Top of RECORDED DATA

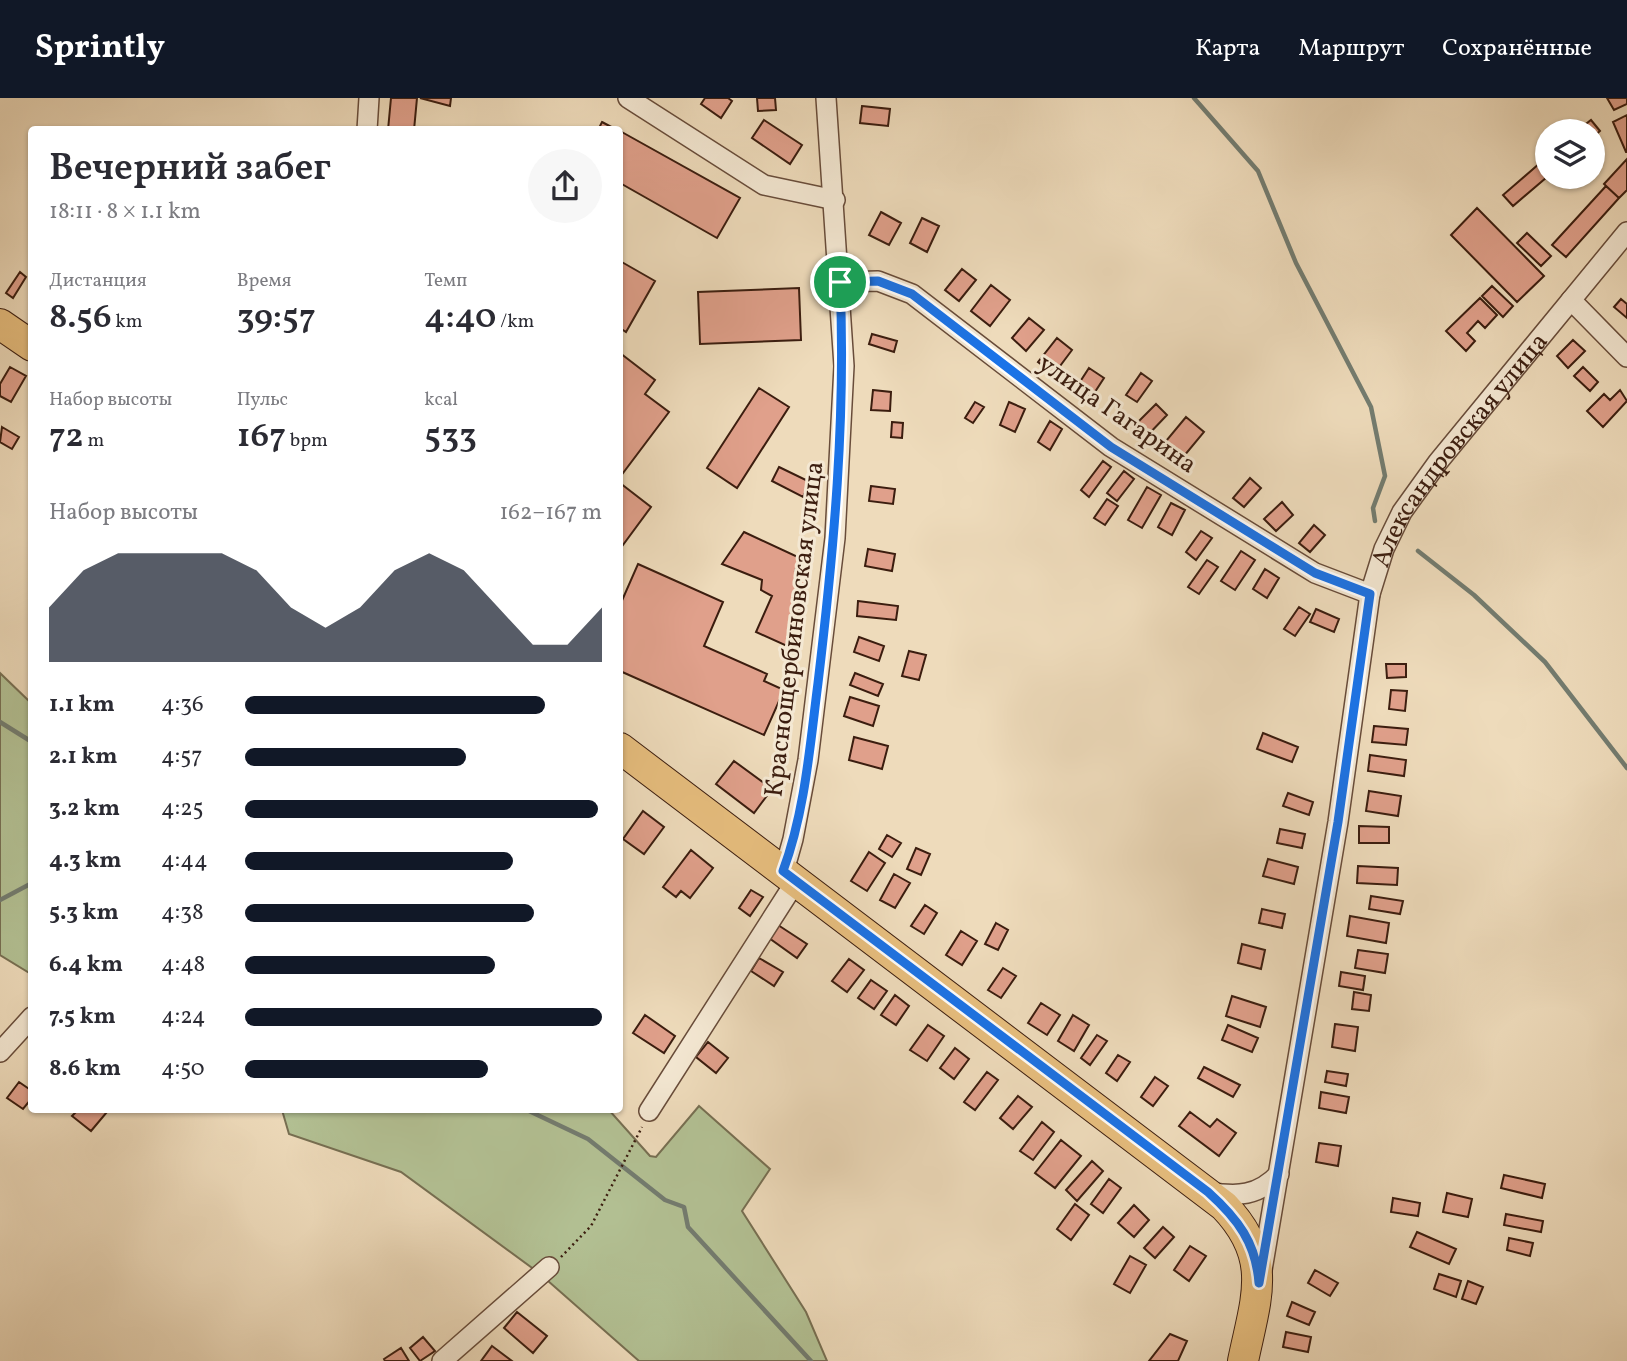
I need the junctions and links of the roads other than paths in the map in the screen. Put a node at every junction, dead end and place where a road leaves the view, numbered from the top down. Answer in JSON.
{"nodes":[{"id":1,"x":369,"y":98,"type":"edge"},
{"id":2,"x":628,"y":98,"type":"edge"},
{"id":3,"x":825,"y":98,"type":"edge"},
{"id":4,"x":367,"y":126,"type":"edge"},
{"id":5,"x":835,"y":200,"type":"junction"},
{"id":6,"x":1627,"y":232,"type":"edge"},
{"id":7,"x":840,"y":282,"type":"junction"},
{"id":8,"x":1571,"y":300,"type":"junction"},
{"id":9,"x":0,"y":324,"type":"edge"},
{"id":10,"x":28,"y":343,"type":"edge"},
{"id":11,"x":1627,"y":357,"type":"edge"},
{"id":12,"x":1370,"y":594,"type":"junction"},
{"id":13,"x":623,"y":750,"type":"edge"},
{"id":14,"x":790,"y":876,"type":"junction"},
{"id":15,"x":28,"y":1021,"type":"edge"},
{"id":16,"x":0,"y":1052,"type":"edge"},
{"id":17,"x":649,"y":1111,"type":"road end"},
{"id":18,"x":1279,"y":1174,"type":"junction"},
{"id":19,"x":1208,"y":1192,"type":"junction"},
{"id":20,"x":550,"y":1267,"type":"road end"},
{"id":21,"x":1259,"y":1283,"type":"junction"},
{"id":22,"x":442,"y":1361,"type":"edge"},
{"id":23,"x":1243,"y":1361,"type":"edge"}],
"edges":[{"from":1,"to":4,"type":"street"},
{"from":2,"to":5,"type":"street"},
{"from":3,"to":5,"type":"street","name":"Краснощербиновская улица"},
{"from":5,"to":7,"type":"street","name":"Краснощербиновская улица"},
{"from":6,"to":8,"type":"street","name":"Александровская улица"},
{"from":7,"to":12,"type":"street","name":"улица Гагарина"},
{"from":7,"to":14,"type":"street","name":"Краснощербиновская улица"},
{"from":8,"to":11,"type":"street"},
{"from":8,"to":12,"type":"street","name":"Александровская улица"},
{"from":9,"to":10,"type":"main road"},
{"from":12,"to":18,"type":"street","name":"Александровская улица"},
{"from":13,"to":14,"type":"main road"},
{"from":14,"to":17,"type":"street","name":"Краснощербиновская улица"},
{"from":14,"to":19,"type":"main road"},
{"from":15,"to":16,"type":"street"},
{"from":18,"to":19,"type":"street"},
{"from":18,"to":21,"type":"street","name":"Александровская улица"},
{"from":19,"to":21,"type":"main road"},
{"from":20,"to":22,"type":"street"},
{"from":21,"to":23,"type":"main road","name":"Александровская улица"}]}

Bottom of RECORDED DATA

# [ASSIGNED TASK]
Each line above gets copied exactly; leave the pictures out.

# [SOLUTION TO THE EXERCISE]
I need the junctions and links of the roads other than paths in the map in the screen. Put a node at every junction, dead end and place where a road leaves the view, numbered from the top down. Answer in JSON.
{"nodes":[{"id":1,"x":369,"y":98,"type":"edge"},
{"id":2,"x":628,"y":98,"type":"edge"},
{"id":3,"x":825,"y":98,"type":"edge"},
{"id":4,"x":367,"y":126,"type":"edge"},
{"id":5,"x":835,"y":200,"type":"junction"},
{"id":6,"x":1627,"y":232,"type":"edge"},
{"id":7,"x":840,"y":282,"type":"junction"},
{"id":8,"x":1571,"y":300,"type":"junction"},
{"id":9,"x":0,"y":324,"type":"edge"},
{"id":10,"x":28,"y":343,"type":"edge"},
{"id":11,"x":1627,"y":357,"type":"edge"},
{"id":12,"x":1370,"y":594,"type":"junction"},
{"id":13,"x":623,"y":750,"type":"edge"},
{"id":14,"x":790,"y":876,"type":"junction"},
{"id":15,"x":28,"y":1021,"type":"edge"},
{"id":16,"x":0,"y":1052,"type":"edge"},
{"id":17,"x":649,"y":1111,"type":"road end"},
{"id":18,"x":1279,"y":1174,"type":"junction"},
{"id":19,"x":1208,"y":1192,"type":"junction"},
{"id":20,"x":550,"y":1267,"type":"road end"},
{"id":21,"x":1259,"y":1283,"type":"junction"},
{"id":22,"x":442,"y":1361,"type":"edge"},
{"id":23,"x":1243,"y":1361,"type":"edge"}],
"edges":[{"from":1,"to":4,"type":"street"},
{"from":2,"to":5,"type":"street"},
{"from":3,"to":5,"type":"street","name":"Краснощербиновская улица"},
{"from":5,"to":7,"type":"street","name":"Краснощербиновская улица"},
{"from":6,"to":8,"type":"street","name":"Александровская улица"},
{"from":7,"to":12,"type":"street","name":"улица Гагарина"},
{"from":7,"to":14,"type":"street","name":"Краснощербиновская улица"},
{"from":8,"to":11,"type":"street"},
{"from":8,"to":12,"type":"street","name":"Александровская улица"},
{"from":9,"to":10,"type":"main road"},
{"from":12,"to":18,"type":"street","name":"Александровская улица"},
{"from":13,"to":14,"type":"main road"},
{"from":14,"to":17,"type":"street","name":"Краснощербиновская улица"},
{"from":14,"to":19,"type":"main road"},
{"from":15,"to":16,"type":"street"},
{"from":18,"to":19,"type":"street"},
{"from":18,"to":21,"type":"street","name":"Александровская улица"},
{"from":19,"to":21,"type":"main road"},
{"from":20,"to":22,"type":"street"},
{"from":21,"to":23,"type":"main road","name":"Александровская улица"}]}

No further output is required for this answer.